[Stored data]
________

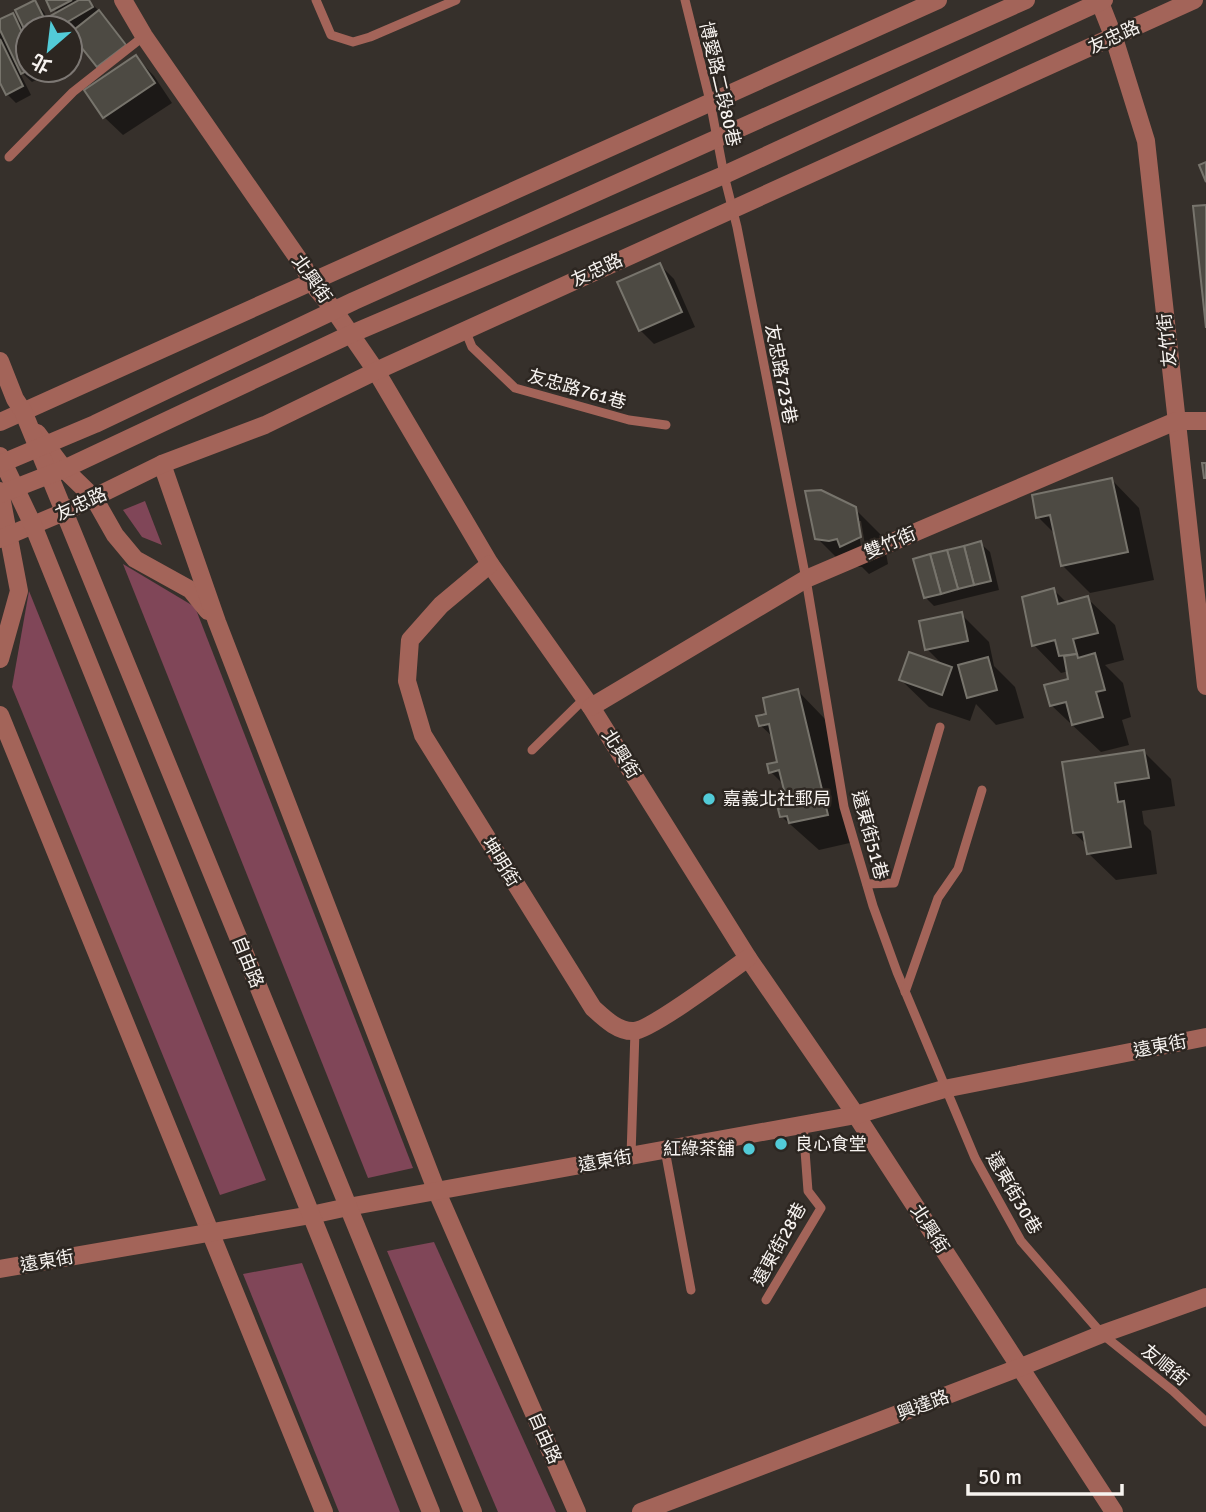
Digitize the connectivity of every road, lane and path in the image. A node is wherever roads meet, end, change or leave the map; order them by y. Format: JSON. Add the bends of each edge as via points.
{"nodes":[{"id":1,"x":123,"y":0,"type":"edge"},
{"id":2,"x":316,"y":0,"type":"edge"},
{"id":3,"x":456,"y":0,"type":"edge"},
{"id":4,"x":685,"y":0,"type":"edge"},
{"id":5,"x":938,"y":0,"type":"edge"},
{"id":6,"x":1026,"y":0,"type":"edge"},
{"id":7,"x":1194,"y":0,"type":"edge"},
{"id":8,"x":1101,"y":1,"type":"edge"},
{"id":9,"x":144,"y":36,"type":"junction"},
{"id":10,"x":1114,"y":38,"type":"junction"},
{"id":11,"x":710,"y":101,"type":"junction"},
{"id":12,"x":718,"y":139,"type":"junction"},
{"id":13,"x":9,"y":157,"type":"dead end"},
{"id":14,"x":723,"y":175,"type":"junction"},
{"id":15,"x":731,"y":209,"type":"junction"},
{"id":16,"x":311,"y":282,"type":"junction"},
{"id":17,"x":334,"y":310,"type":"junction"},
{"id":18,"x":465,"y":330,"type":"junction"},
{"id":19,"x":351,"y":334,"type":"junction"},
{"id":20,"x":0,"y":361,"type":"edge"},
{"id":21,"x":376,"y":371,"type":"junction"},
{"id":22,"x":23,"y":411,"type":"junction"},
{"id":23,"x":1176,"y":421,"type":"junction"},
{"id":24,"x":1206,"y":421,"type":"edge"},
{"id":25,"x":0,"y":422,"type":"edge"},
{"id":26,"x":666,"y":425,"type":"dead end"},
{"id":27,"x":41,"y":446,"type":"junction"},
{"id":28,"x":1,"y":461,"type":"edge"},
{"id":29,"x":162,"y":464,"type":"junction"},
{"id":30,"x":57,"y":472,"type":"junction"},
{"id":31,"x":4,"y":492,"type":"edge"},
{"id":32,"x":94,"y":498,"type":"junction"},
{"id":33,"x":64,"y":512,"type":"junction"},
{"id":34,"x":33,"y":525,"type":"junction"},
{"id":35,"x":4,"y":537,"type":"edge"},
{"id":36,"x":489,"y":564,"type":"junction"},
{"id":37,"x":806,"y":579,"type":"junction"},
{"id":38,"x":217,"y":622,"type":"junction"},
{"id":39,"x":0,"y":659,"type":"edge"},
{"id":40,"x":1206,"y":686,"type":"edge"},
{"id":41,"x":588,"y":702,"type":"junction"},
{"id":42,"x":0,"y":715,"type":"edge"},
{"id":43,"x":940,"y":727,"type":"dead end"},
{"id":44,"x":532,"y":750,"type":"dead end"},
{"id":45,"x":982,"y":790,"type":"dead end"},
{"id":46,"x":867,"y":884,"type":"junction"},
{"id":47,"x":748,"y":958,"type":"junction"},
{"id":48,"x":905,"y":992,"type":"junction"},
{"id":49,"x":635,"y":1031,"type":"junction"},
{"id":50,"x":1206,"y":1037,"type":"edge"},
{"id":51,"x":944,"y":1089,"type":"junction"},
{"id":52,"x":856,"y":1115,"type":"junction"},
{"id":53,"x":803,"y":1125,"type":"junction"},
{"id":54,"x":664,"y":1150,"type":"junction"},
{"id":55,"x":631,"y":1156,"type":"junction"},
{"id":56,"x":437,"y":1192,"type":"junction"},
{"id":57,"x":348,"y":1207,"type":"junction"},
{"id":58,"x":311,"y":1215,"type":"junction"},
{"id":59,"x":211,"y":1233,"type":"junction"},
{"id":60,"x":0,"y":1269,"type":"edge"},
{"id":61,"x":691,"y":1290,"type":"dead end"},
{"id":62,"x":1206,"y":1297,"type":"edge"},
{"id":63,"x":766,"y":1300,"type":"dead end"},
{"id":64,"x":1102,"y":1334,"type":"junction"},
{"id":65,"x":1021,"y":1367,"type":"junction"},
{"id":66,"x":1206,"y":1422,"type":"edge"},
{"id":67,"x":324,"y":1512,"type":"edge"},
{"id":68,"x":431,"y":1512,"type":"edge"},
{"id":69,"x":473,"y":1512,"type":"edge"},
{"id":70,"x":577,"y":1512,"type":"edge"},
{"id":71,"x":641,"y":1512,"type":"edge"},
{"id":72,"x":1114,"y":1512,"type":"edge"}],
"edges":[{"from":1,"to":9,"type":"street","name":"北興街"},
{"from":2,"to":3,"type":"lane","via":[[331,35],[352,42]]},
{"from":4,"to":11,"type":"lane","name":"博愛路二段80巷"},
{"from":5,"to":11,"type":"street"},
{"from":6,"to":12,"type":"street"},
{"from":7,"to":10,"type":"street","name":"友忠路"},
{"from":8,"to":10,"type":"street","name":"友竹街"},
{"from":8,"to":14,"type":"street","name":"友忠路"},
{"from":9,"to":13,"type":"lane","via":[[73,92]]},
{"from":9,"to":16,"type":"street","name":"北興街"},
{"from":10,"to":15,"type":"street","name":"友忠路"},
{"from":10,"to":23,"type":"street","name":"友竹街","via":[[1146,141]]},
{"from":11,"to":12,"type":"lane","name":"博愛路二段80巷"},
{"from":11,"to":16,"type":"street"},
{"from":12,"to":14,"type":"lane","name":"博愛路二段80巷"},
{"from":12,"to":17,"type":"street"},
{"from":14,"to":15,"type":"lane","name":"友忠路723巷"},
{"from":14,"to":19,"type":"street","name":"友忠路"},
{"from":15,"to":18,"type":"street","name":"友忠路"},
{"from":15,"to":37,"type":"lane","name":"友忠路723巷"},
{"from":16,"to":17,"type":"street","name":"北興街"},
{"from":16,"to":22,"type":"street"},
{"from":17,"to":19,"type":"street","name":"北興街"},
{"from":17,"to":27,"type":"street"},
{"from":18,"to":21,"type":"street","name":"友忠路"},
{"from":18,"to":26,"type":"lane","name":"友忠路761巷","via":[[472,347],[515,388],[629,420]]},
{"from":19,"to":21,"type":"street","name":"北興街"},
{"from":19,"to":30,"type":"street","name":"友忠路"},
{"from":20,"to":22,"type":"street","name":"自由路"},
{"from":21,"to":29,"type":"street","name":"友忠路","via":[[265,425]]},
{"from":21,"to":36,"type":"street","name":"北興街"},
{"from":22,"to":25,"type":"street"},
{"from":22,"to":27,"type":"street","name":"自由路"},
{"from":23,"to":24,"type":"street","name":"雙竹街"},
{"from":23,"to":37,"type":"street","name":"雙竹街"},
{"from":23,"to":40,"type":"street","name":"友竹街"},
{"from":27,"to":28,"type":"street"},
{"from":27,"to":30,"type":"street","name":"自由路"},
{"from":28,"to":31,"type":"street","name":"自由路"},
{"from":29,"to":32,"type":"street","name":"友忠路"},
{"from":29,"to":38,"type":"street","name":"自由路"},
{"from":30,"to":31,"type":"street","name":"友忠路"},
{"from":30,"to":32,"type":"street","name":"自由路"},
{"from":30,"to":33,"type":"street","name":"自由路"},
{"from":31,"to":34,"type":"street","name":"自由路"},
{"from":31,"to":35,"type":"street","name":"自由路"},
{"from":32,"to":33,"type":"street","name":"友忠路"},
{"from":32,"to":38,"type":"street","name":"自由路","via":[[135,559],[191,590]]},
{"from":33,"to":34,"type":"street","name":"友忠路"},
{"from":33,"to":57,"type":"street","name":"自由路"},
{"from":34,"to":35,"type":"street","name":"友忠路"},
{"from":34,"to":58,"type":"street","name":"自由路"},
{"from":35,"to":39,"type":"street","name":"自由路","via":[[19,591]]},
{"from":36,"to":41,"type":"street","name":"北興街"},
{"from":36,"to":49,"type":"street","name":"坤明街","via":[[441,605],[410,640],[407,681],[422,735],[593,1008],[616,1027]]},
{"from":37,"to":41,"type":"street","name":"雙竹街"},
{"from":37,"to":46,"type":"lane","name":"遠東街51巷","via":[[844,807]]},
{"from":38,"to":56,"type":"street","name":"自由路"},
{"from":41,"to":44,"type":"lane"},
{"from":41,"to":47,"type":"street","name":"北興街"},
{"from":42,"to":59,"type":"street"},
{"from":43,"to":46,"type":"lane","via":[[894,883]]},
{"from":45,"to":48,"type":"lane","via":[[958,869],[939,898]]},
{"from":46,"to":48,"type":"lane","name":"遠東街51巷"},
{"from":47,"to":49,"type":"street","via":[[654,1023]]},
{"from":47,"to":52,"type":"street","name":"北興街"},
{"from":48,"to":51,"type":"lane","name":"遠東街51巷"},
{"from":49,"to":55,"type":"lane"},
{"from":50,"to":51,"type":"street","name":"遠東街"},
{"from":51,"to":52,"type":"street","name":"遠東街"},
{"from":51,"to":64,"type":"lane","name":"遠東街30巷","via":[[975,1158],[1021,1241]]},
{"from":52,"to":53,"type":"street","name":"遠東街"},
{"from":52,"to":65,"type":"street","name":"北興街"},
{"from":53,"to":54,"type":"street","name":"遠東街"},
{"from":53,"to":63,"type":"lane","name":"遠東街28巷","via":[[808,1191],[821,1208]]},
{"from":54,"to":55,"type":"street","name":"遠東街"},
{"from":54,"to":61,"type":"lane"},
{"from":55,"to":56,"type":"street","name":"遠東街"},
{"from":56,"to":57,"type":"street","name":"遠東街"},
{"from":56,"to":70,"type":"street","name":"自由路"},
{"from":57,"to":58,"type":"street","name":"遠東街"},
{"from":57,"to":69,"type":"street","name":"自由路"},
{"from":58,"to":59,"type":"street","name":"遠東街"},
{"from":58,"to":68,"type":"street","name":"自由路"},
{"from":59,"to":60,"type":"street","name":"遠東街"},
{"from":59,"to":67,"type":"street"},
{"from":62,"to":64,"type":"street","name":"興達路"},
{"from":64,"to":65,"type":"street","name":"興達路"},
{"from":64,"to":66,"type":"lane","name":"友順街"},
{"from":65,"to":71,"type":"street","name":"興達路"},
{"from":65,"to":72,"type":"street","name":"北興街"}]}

________

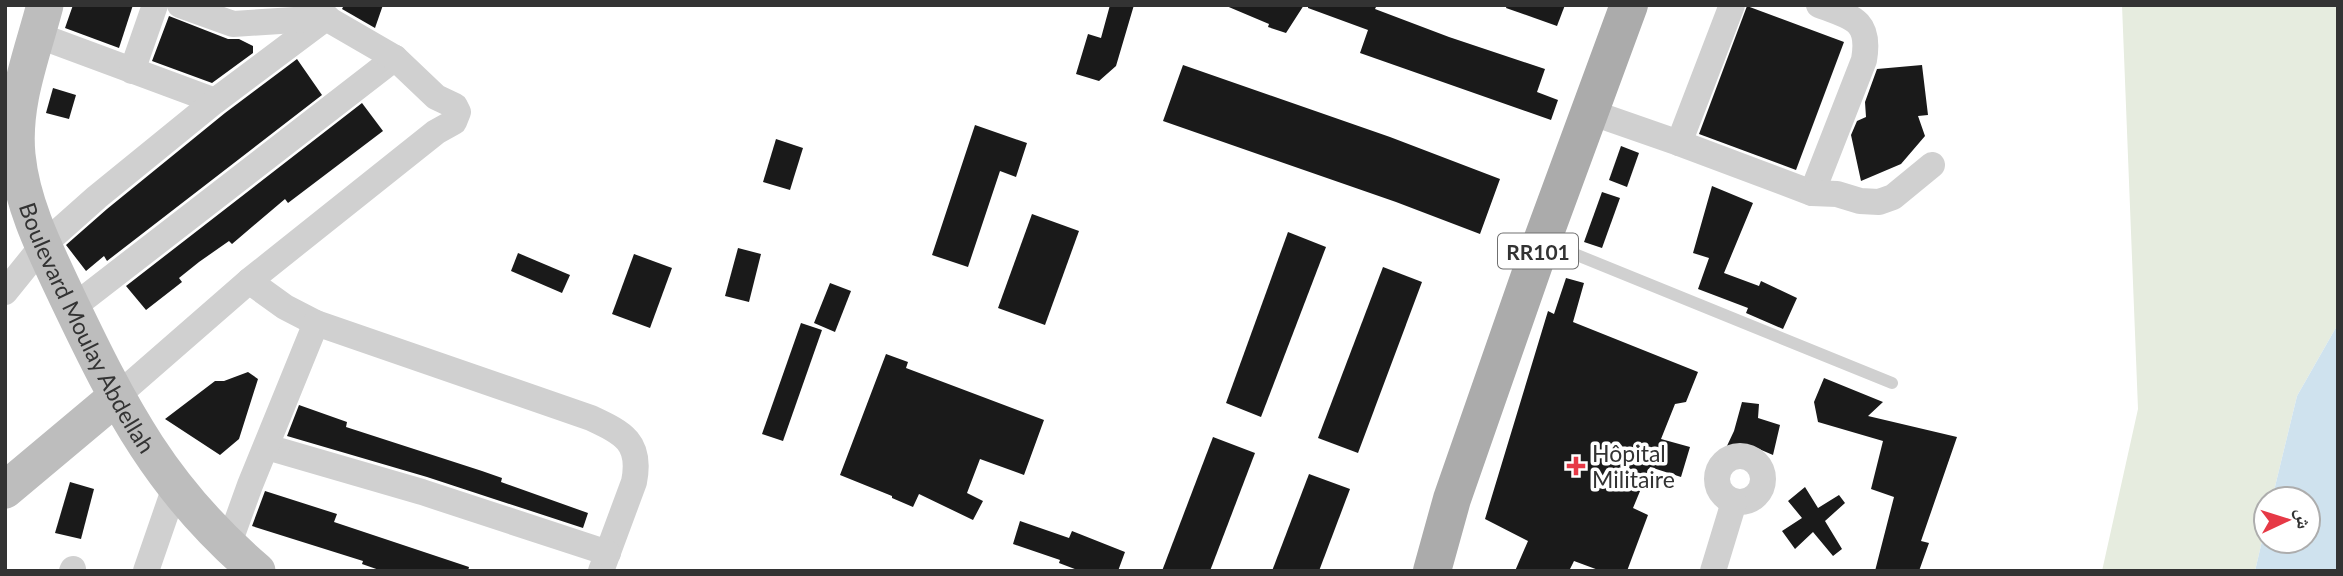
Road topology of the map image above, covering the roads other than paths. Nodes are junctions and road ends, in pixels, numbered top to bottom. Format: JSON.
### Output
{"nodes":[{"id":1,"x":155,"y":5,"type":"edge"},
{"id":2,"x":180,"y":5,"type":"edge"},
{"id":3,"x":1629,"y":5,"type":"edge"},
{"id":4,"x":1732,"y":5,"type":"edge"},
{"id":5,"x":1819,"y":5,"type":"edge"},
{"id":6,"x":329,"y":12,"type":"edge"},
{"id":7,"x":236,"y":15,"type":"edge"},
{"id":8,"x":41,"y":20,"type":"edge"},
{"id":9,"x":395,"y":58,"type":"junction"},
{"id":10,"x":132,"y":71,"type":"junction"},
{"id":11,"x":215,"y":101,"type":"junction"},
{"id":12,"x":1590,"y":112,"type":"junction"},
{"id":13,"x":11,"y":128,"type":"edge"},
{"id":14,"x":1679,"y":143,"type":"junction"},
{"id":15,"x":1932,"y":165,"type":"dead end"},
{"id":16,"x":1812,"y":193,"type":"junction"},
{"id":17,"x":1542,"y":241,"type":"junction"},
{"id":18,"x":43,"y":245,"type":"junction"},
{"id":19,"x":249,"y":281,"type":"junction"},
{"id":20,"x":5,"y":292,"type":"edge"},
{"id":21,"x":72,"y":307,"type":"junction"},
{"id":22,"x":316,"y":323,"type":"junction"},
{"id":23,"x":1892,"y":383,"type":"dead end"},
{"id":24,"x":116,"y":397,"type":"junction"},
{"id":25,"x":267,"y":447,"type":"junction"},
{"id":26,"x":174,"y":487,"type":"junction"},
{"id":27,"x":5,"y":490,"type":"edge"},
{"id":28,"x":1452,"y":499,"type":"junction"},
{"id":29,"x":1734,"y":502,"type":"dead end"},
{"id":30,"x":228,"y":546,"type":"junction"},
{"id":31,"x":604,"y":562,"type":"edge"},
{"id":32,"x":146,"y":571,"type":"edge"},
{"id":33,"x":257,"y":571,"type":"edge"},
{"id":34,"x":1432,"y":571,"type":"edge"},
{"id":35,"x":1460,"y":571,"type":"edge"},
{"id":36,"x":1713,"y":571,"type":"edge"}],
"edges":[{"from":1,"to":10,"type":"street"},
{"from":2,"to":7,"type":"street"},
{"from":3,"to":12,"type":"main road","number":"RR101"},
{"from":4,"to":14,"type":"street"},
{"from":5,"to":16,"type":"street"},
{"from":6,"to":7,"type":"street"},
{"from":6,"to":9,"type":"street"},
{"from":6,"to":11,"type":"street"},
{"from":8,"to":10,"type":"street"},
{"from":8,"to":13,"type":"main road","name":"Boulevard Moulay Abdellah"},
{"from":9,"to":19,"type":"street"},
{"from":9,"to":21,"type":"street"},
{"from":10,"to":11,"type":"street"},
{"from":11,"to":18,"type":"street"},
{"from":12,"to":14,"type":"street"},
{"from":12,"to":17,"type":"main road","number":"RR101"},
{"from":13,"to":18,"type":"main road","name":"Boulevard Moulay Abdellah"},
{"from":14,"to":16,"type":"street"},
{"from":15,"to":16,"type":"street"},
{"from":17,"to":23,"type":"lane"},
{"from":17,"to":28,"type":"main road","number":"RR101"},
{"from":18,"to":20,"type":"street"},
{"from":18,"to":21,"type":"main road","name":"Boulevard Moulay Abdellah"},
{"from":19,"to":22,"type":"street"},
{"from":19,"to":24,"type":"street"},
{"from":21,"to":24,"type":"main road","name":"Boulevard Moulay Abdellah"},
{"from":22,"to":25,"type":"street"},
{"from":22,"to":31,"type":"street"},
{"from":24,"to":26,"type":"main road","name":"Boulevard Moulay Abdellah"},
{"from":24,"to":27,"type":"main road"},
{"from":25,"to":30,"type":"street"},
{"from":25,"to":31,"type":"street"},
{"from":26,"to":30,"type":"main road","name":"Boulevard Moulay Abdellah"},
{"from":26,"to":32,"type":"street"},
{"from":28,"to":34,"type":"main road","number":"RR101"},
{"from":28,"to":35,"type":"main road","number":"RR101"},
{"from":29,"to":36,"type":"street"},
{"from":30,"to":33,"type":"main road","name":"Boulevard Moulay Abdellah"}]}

________

> _TASK PROMPT_
Respond with a number only, please: how many lines in this data include the word "dead".

> _THE COMPLETED TASK_
10